A High Court Judge has ordered the Department of Corrections to reconsider its decision to decline an interview between a journalist and Phillip John Smith and called the decision "unreasonable".
Judge Jan-Marie Doogue has quashed Corrections deputy chief executive's decision to decline a face-to-face interview request from a journalist.
Smith has taken a string of legal cases against Corrections over his rights in prison, including wearing a hairpiece, following his escape to Rio de Janeiro in 2014.
The convicted murderer and child sex offender was on a 72-hour temporary release from Spring Hill prison when he managed to board a flight to South America, sparking an international manhunt before being arrested and sent back to New Zealand.
He was jailed in 1996 for at least 13 years for murdering the father of a 12-year-old Wellington boy he had been molesting, while on bail on the child molestation charges.
In her judgement, Judge Doogue said the deputy chief executive's refusal to grant an interview request was a disproportionate limitation on Smith's right to freedom of expression.
She said the two primary reasons given to decline the interview request, in the interests of Smith's victims and the risk to his personal safety, were not rationally connected to the evidence and the decision "was unreasonable in administrative law terms".
Smith appeared by audiovisual link in the High Court at Wellington earlier this month, where, self-represented, he argued he should be allowed to have an in-person interview with a journalist.
He said the decision by the Corrections deputy chief executive to decline the face-to-face meeting was "unreasonable" and did nothing to address the victims' interests, given Corrections had agreed to allow him to be interviewed via written correspondence instead.

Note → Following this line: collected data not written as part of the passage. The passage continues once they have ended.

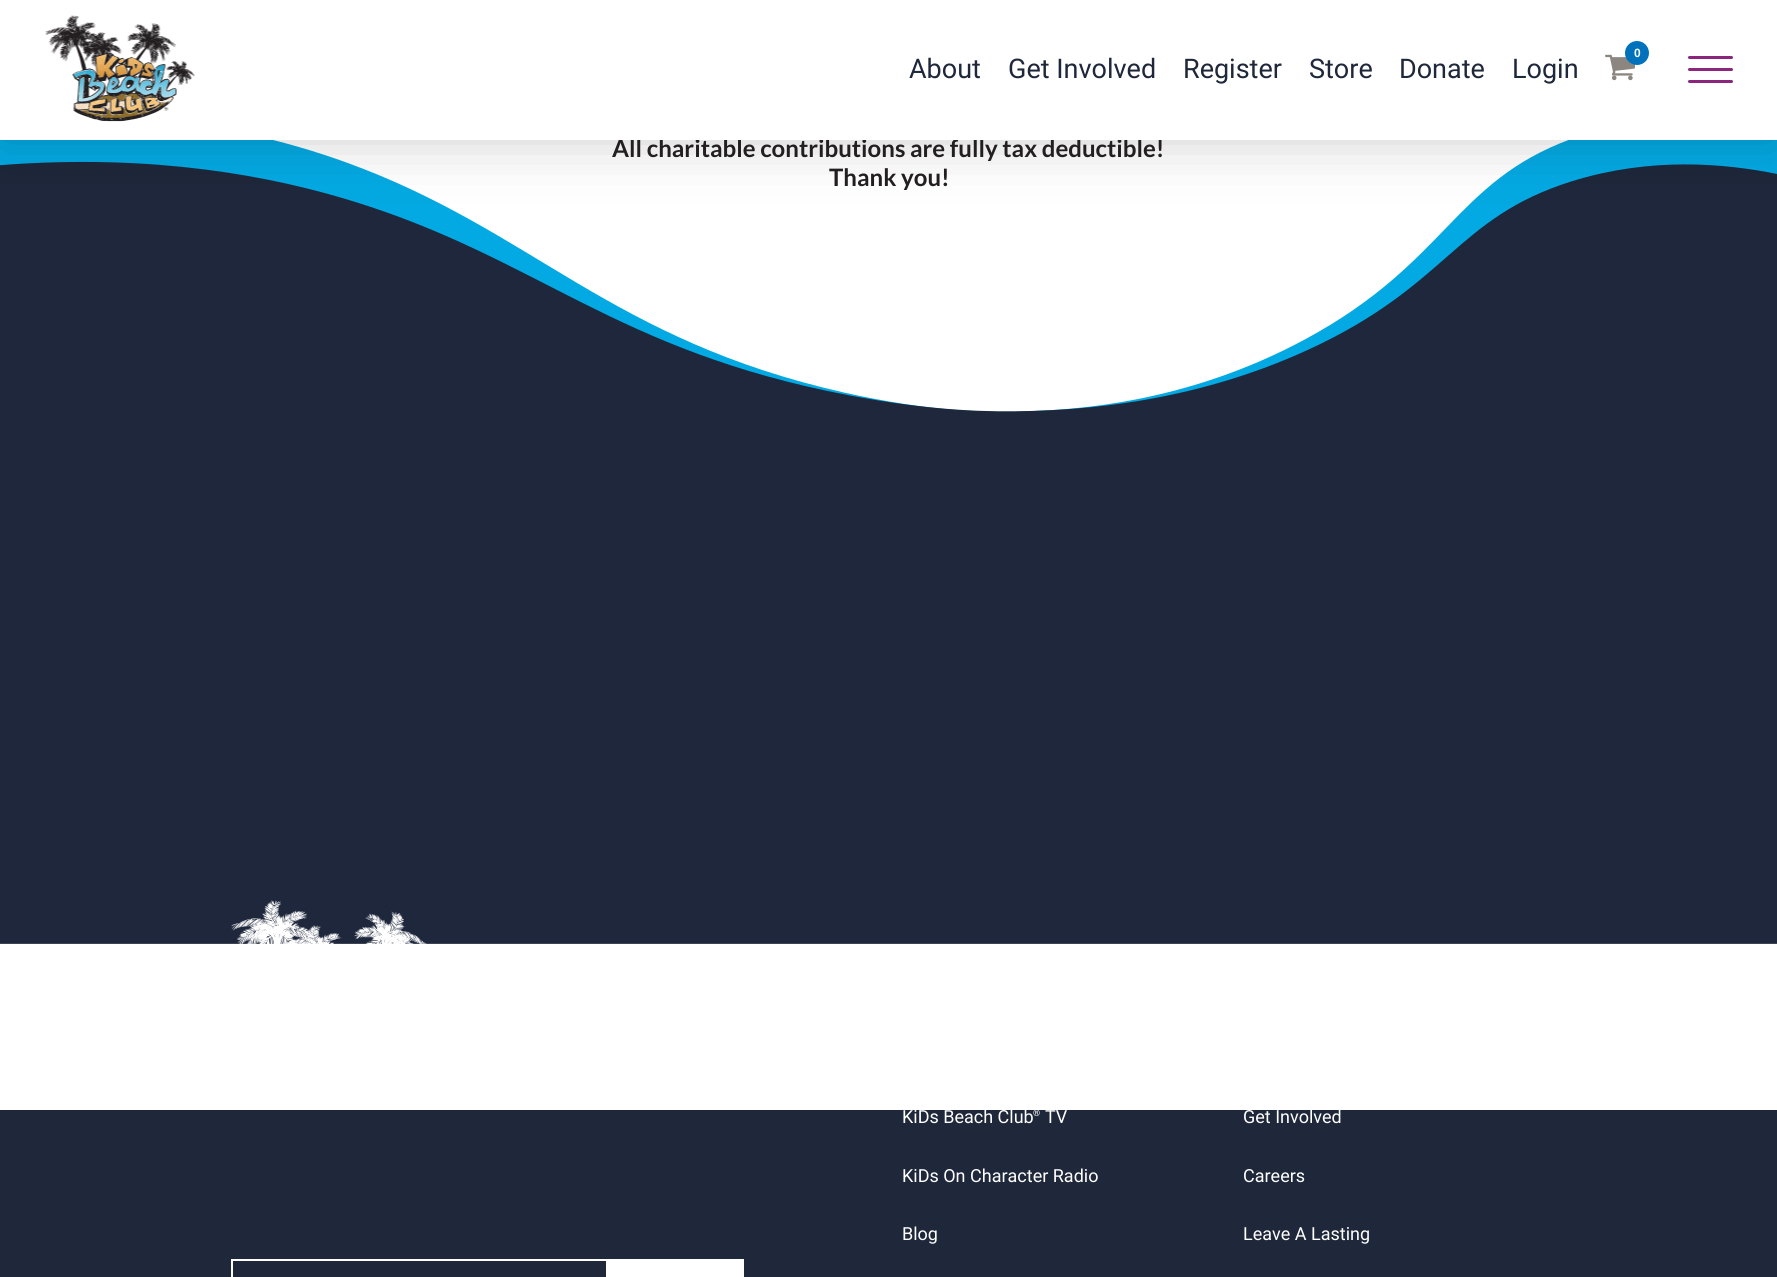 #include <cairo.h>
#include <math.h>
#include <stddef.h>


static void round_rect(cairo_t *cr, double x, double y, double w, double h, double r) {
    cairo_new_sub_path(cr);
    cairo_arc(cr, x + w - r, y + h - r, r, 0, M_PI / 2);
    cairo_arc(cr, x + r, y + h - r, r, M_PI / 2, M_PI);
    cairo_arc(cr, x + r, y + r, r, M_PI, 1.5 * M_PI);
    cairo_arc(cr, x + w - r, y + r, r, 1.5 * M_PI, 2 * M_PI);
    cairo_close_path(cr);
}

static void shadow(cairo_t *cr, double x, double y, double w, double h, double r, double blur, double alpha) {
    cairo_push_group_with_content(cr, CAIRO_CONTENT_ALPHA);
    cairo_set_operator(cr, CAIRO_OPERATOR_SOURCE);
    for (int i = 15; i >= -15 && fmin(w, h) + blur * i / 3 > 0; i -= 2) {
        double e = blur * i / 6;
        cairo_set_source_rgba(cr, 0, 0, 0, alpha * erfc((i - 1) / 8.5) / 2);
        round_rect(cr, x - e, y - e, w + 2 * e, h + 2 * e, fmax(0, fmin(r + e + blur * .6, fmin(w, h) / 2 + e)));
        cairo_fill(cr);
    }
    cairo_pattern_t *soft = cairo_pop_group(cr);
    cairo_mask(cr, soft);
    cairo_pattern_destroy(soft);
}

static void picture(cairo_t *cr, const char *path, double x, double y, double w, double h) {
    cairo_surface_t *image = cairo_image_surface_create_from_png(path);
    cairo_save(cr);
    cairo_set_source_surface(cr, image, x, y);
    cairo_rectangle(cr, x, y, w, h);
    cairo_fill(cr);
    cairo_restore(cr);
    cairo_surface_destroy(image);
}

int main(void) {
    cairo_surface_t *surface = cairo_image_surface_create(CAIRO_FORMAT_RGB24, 1777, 1277);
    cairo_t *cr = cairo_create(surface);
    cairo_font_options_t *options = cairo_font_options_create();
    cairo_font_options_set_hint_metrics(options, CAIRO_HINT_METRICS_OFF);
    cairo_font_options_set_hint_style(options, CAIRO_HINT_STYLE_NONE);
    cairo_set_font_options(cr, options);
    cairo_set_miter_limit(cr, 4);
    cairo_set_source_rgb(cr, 1, 1, 1);
    cairo_paint(cr);
    picture(cr, "img3.png", 0, 140, 1777, 804);
    cairo_set_source_rgb(cr, 0, 0, 0);
    shadow(cr, 0, 0, 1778, 140, 0, 30, 0.2);
    cairo_select_font_face(cr, "Lato", CAIRO_FONT_SLANT_NORMAL, CAIRO_FONT_WEIGHT_BOLD);
    cairo_set_font_size(cr, 24);
    cairo_set_source_rgb(cr, 0.137, 0.122, 0.125);
    cairo_move_to(cr, 612, 157);
    cairo_show_text(cr, "All charitable contributions are fully tax deductible!");
    cairo_set_source_rgb(cr, 1, 1, 1);
    cairo_rectangle(cr, 0, 0, 1777, 140);
    cairo_fill(cr);
    picture(cr, "img1.png", 45, 15, 150, 107);
    picture(cr, "img2.png", 1605, 54, 30, 27);
    cairo_set_source_rgb(cr, 0, 0.447, 0.737);
    cairo_arc(cr, 1637, 53, 12, 0, 2 * M_PI);
    cairo_fill(cr);
    cairo_select_font_face(cr, "Liberation Sans", CAIRO_FONT_SLANT_NORMAL, CAIRO_FONT_WEIGHT_BOLD);
    cairo_set_font_size(cr, 12);
    cairo_set_source_rgb(cr, 1, 1, 1);
    cairo_move_to(cr, 1634, 57);
    cairo_show_text(cr, "0");
    cairo_select_font_face(cr, "Roboto", CAIRO_FONT_SLANT_NORMAL, CAIRO_FONT_WEIGHT_NORMAL);
    cairo_set_font_size(cr, 27);
    cairo_set_source_rgb(cr, 0.122, 0.153, 0.231);
    cairo_move_to(cr, 909, 78);
    cairo_show_text(cr, "About");
    cairo_move_to(cr, 1008, 78);
    cairo_show_text(cr, "Get Involved");
    cairo_move_to(cr, 1183, 78);
    cairo_show_text(cr, "Register");
    cairo_move_to(cr, 1309, 78);
    cairo_show_text(cr, "Store");
    cairo_move_to(cr, 1399, 78);
    cairo_show_text(cr, "Donate");
    cairo_move_to(cr, 1512, 78);
    cairo_show_text(cr, "Login");
    cairo_set_source_rgb(cr, 0.541, 0.149, 0.49);
    round_rect(cr, 1688, 68, 45, 3, 1.5);
    cairo_fill(cr);
    round_rect(cr, 1688, 56, 45, 3, 1.5);
    cairo_fill(cr);
    round_rect(cr, 1688, 80, 45, 3, 1.5);
    cairo_fill(cr);
    cairo_select_font_face(cr, "Lato", CAIRO_FONT_SLANT_NORMAL, CAIRO_FONT_WEIGHT_BOLD);
    cairo_set_font_size(cr, 24);
    cairo_set_source_rgb(cr, 0.137, 0.122, 0.125);
    cairo_move_to(cr, 829, 186);
    cairo_show_text(cr, "Thank you!");
    cairo_set_source_rgb(cr, 0.122, 0.153, 0.231);
    cairo_rectangle(cr, 0, 1110, 1777, 167);
    cairo_fill(cr);
    picture(cr, "img4.png", 231, 900, 196, 44);
    cairo_select_font_face(cr, "Roboto", CAIRO_FONT_SLANT_NORMAL, CAIRO_FONT_WEIGHT_NORMAL);
    cairo_set_font_size(cr, 18);
    cairo_set_source_rgb(cr, 1, 1, 1);
    cairo_move_to(cr, 902, 1123);
    cairo_show_text(cr, "KiDs Beach Club");
    cairo_set_font_size(cr, 9);
    cairo_move_to(cr, 1033, 1116);
    cairo_show_text(cr, "®");
    cairo_set_font_size(cr, 18);
    cairo_move_to(cr, 1045, 1123);
    cairo_show_text(cr, "TV");
    cairo_move_to(cr, 902, 1182);
    cairo_show_text(cr, "KiDs On Character Radio");
    cairo_move_to(cr, 902, 1240);
    cairo_show_text(cr, "Blog");
    cairo_move_to(cr, 1243, 1123);
    cairo_show_text(cr, "Get Involved");
    cairo_move_to(cr, 1243, 1182);
    cairo_show_text(cr, "Careers");
    cairo_move_to(cr, 1243, 1240);
    cairo_show_text(cr, "Leave A Lasting");
    cairo_rectangle(cr, 232, 1260, 511, 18);
    cairo_stroke(cr);
    cairo_rectangle(cr, 606, 1261, 136, 16);
    cairo_fill(cr);
    cairo_surface_write_to_png(surface, "page.png");
    cairo_font_options_destroy(options);
    cairo_destroy(cr);
    cairo_surface_destroy(surface);
    return 0;
} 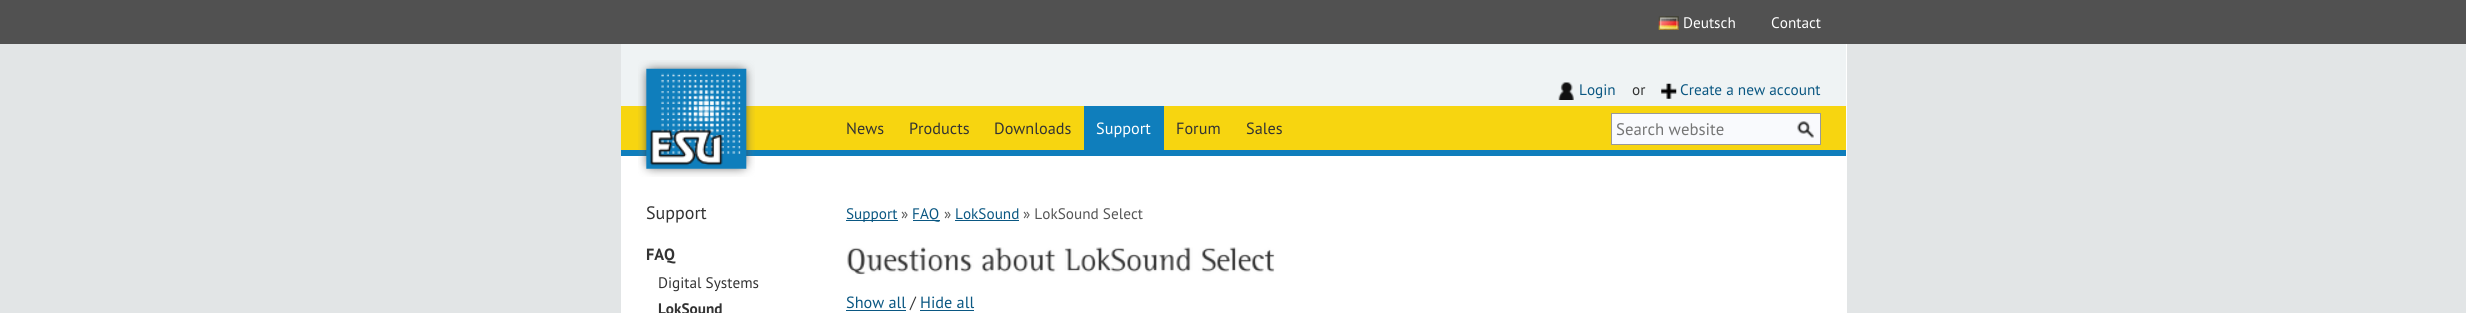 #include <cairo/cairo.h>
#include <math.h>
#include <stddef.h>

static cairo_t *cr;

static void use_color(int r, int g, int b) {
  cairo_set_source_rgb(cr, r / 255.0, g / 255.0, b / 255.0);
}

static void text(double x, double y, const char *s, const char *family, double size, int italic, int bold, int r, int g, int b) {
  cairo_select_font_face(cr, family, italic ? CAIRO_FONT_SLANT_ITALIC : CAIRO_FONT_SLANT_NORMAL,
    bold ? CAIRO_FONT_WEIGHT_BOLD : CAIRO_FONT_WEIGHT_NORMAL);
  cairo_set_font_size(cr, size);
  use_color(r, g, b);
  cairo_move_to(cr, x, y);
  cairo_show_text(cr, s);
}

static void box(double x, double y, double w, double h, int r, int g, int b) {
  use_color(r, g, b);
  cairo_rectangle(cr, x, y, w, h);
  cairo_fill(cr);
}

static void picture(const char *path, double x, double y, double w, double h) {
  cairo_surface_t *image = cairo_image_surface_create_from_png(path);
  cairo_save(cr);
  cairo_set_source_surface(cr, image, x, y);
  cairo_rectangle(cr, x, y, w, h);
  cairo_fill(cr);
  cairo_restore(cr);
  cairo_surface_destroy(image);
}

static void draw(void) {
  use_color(226, 229, 230);
  cairo_paint(cr);
  box(621, 44, 1226, 269, 255, 255, 255);
  box(0, 0, 2466, 44, 81, 81, 81);
  picture("img_01.png", 1658, 16, 21, 14);
  box(621, 44, 1225, 62, 239, 243, 244);
  box(621, 106, 1225, 44, 247, 213, 16);
  box(621, 150, 1225, 6, 15, 126, 188);
  picture("img_02.png", 638, 60, 117, 117);
  picture("img_03.png", 1558, 82, 16, 18);
  picture("img_04.png", 1661, 83, 16, 16);
  box(1084, 106, 80, 44, 15, 126, 188);
  use_color(249, 250, 253);
  cairo_rectangle(cr, 1611.5, 113.5, 209, 31);
  cairo_fill_preserve(cr);
  use_color(153, 153, 153);
  cairo_set_line_width(cr, 1);
  cairo_stroke(cr);
  picture("img_05.png", 1797, 121, 17, 17);
  box(846, 220, 52, 1, 10, 87, 130);
  box(913, 220, 27, 1, 10, 87, 130);
  box(955, 220, 64, 1, 10, 87, 130);
  picture("img_06.png", 847, 247, 428, 28);
  box(846, 310, 60, 1, 10, 87, 130);
  box(920, 310, 54, 1, 10, 87, 130);
  text(1683, 28, "Deutsch", "PT Sans", 15.25, 0, 0, 255, 255, 255);
  text(1771, 28, "Contact", "PT Sans", 15.25, 0, 0, 255, 255, 255);
  text(1579, 95, "Login", "PT Sans", 15.25, 0, 0, 10, 87, 130);
  text(1632, 95, "or", "PT Sans", 15.25, 0, 0, 51, 51, 51);
  text(1680, 95, "Create a new account", "PT Sans", 15.25, 0, 0, 10, 87, 130);
  text(846, 134, "News", "PT Sans", 16.25, 0, 0, 51, 51, 51);
  text(909, 134, "Products", "PT Sans", 16.25, 0, 0, 51, 51, 51);
  text(994, 134, "Downloads", "PT Sans", 16.25, 0, 0, 51, 51, 51);
  text(1096, 134, "Support", "PT Sans", 16.25, 0, 0, 255, 255, 255);
  text(1176, 134, "Forum", "PT Sans", 16.25, 0, 0, 51, 51, 51);
  text(1246, 134, "Sales", "PT Sans", 16.25, 0, 0, 51, 51, 51);
  text(1616, 135, "Search website", "PT Sans", 16.75, 0, 0, 117, 117, 117);
  text(646, 219, "Support", "PT Sans", 18, 0, 0, 51, 51, 51);
  text(646, 260, "FAQ", "PT Sans", 16.25, 0, 1, 51, 51, 51);
  text(658, 288, "Digital Systems", "PT Sans", 15.25, 0, 0, 51, 51, 51);
  text(658, 314, "LokSound", "PT Sans", 15.25, 0, 1, 51, 51, 51);
  text(846, 219, "Support", "PT Sans", 15.25, 0, 0, 10, 87, 130);
  text(901, 219, "»", "PT Sans", 15.25, 0, 0, 85, 85, 85);
  text(912, 219, "FAQ", "PT Sans", 15.25, 0, 0, 10, 87, 130);
  text(944, 219, "»", "PT Sans", 15.25, 0, 0, 85, 85, 85);
  text(955, 219, "LokSound", "PT Sans", 15.25, 0, 0, 10, 87, 130);
  text(1023, 219, "» LokSound Select", "PT Sans", 15.25, 0, 0, 85, 85, 85);
  text(846, 308, "Show all", "PT Sans", 16.25, 0, 0, 10, 87, 130);
  text(910, 308, "/", "PT Sans", 16.25, 0, 0, 51, 51, 51);
  text(920, 308, "Hide all", "PT Sans", 16.25, 0, 0, 10, 87, 130);
}

int main(void) {
  cairo_surface_t *surface = cairo_image_surface_create(CAIRO_FORMAT_RGB24, 2466, 313);
  cr = cairo_create(surface);
  cairo_font_options_t *options = cairo_font_options_create();
  cairo_font_options_set_hint_metrics(options, CAIRO_HINT_METRICS_OFF);
  cairo_font_options_set_hint_style(options, CAIRO_HINT_STYLE_NONE);
  cairo_set_font_options(cr, options);
  cairo_set_miter_limit(cr, 4);
  draw();
  cairo_surface_write_to_png(surface, "out.png");
  cairo_font_options_destroy(options);
  cairo_destroy(cr);
  cairo_surface_destroy(surface);
  return 0;
}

"In broad terms, if the interview was allowed to proceed by correspondence then the victim interests could not be protected in the way he intended," he said.
Smith also said too much weight was given to the victims' views on the matter, and that the fact they had done media interviews of their own volition over the past 23 years showed they were able to "absorb" negative effects from that publicity.
If he was to be interviewed, it would not cause any greater negative effects for the victims than what they had already experienced through prior media coverage they had agreed to, he said.
"If they chose not to view the content, then there can be no harm."
Smith spoke of his "treatment" by Corrections since his return from South America, saying the courts had repeatedly found his human rights were not respected.
He pointed to being unlawfully kept in prolonged solitary confinement as one example.
"The court has acknowledged in numerous judgments that it appeared that the motivation for the respondent's decision making was punitive."
Lawyer for Corrections Genevieve Taylor said the reason a written interview was permitted but not a face-to-face one was that such an interview would hold "greater immediacy and detail" as an "exclusive interview with Mr Smith in Rimutaka Prison".
More publicity would be given to it and would provide more opportunity to cause harm to the victims through "continued exposure to Mr Smith in the media".
She said the proposed interview topics focused on Smith, his history, and his plans for the future, and that this was not of enough public interest to grant the interview.
The respondent gave appropriate consideration to the balance between protecting the victims and allowing Smith freedom of expression, she said.
Corrections has been directed to reconsider the decision in light of the High Court judgement.